ミクロ経済学 → 外部性

【外部性】Externalityある人の行動が周囲の人の厚生に、金銭の補償なく影響を及ぼすこと。

            (考慮していない周囲への影響)

  

  外部性がある場合は、生産者にとっての費用より、社会にとっての費用の方が大きい。

     生産者の費用 < 社会の費用 

 

【外部性の内部化】internalizing the externality

  自分の行動の外部効果を考慮に入れるようにインセンティブを変えること。

 

 

<負の外部性>

 自動車の利便性 ⇒ 排気ガスという外部性

 鉄道の便益   ⇒ 騒音という外部性

 工場の生産   ⇒ 排出される汚染物質

 原発の安い電力 ⇒ 原発事故という高い代償

  

汚染のような負の外部性があるとき、財の社会的費用は私的費用を上回る。

そのため外部性を考慮した社会的費用は供給曲線の上方に位置する。

したがって外部性を考慮した最適生産量は市場の均衡生産量よりも少ない。

これを成すために当該財に対して課税する手法を外部性の内部化という。

 

 

<正の外部性>

 教育・・・学識豊かな有権者となり良い政府を作る。犯罪率が減る。

      技術の開発や普及を促進し、多くの人に高い生産性をもたらす。

      などがあり、私的便益に加えて社会的便益がある。

      したがってそこに政府が助成してでも教育を施す価値がある。

       

正の外部性があるとき、財の社会的価値は私的価値を上回る。

そのため外部性を考慮した社会的価値曲線は需要曲線よりも上方に位置する。

したがって最適生産量は市場均衡量よりも多くなる。

 

外部性に対する公共政策

政策決定者は、資源配分を社会的最適に近づけることを目的として政策を打ち出している。
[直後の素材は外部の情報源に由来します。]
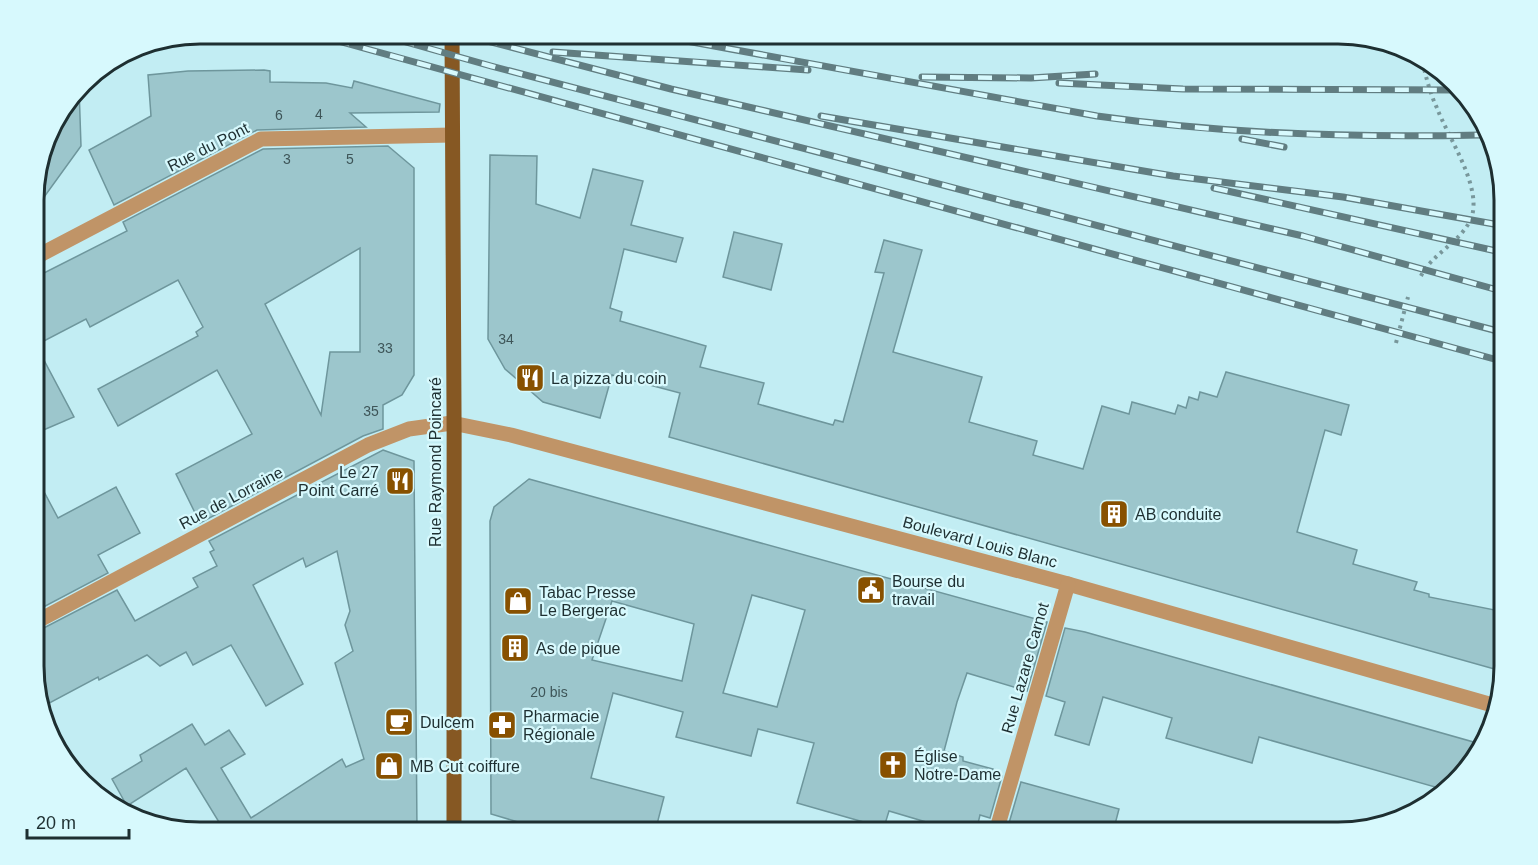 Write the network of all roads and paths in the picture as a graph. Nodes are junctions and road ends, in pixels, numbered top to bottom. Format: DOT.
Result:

一般に外部性に対して政府が対応できる方法は次の2つである。

 

指導・監督政策:規制

行動を直接規制するもの

  • 汚染物質の最大排出量を決める。
  • 排出を減らすために特定の技術の採用を企業に求める。 

など

 

市場重視政策

行動を規制するのではなく、私的インセンティブと社会的効率性を整合させる。

  • 矯正税:負の外部性に課税して内部化する
  • 矯正補助金:正の外部性に対して補助金を出す
  • 売買可能な排出権取引

※矯正税は政府に税収をもたらしながら経済効率も高める。

 

 

まとめ

負の外部性があるとき、社会的に最適な生産量は、市場均衡生産量よりも少なくなり、

正の外部性があるとき、社会的に最適な生産量は、市場均衡生産量よりも多くなる。

この問題を解決するために、政府は

負の外部性を持つ財に課税し、

正の外部性を持つ財に補助金を出すことで、 外部性を内部化することができる。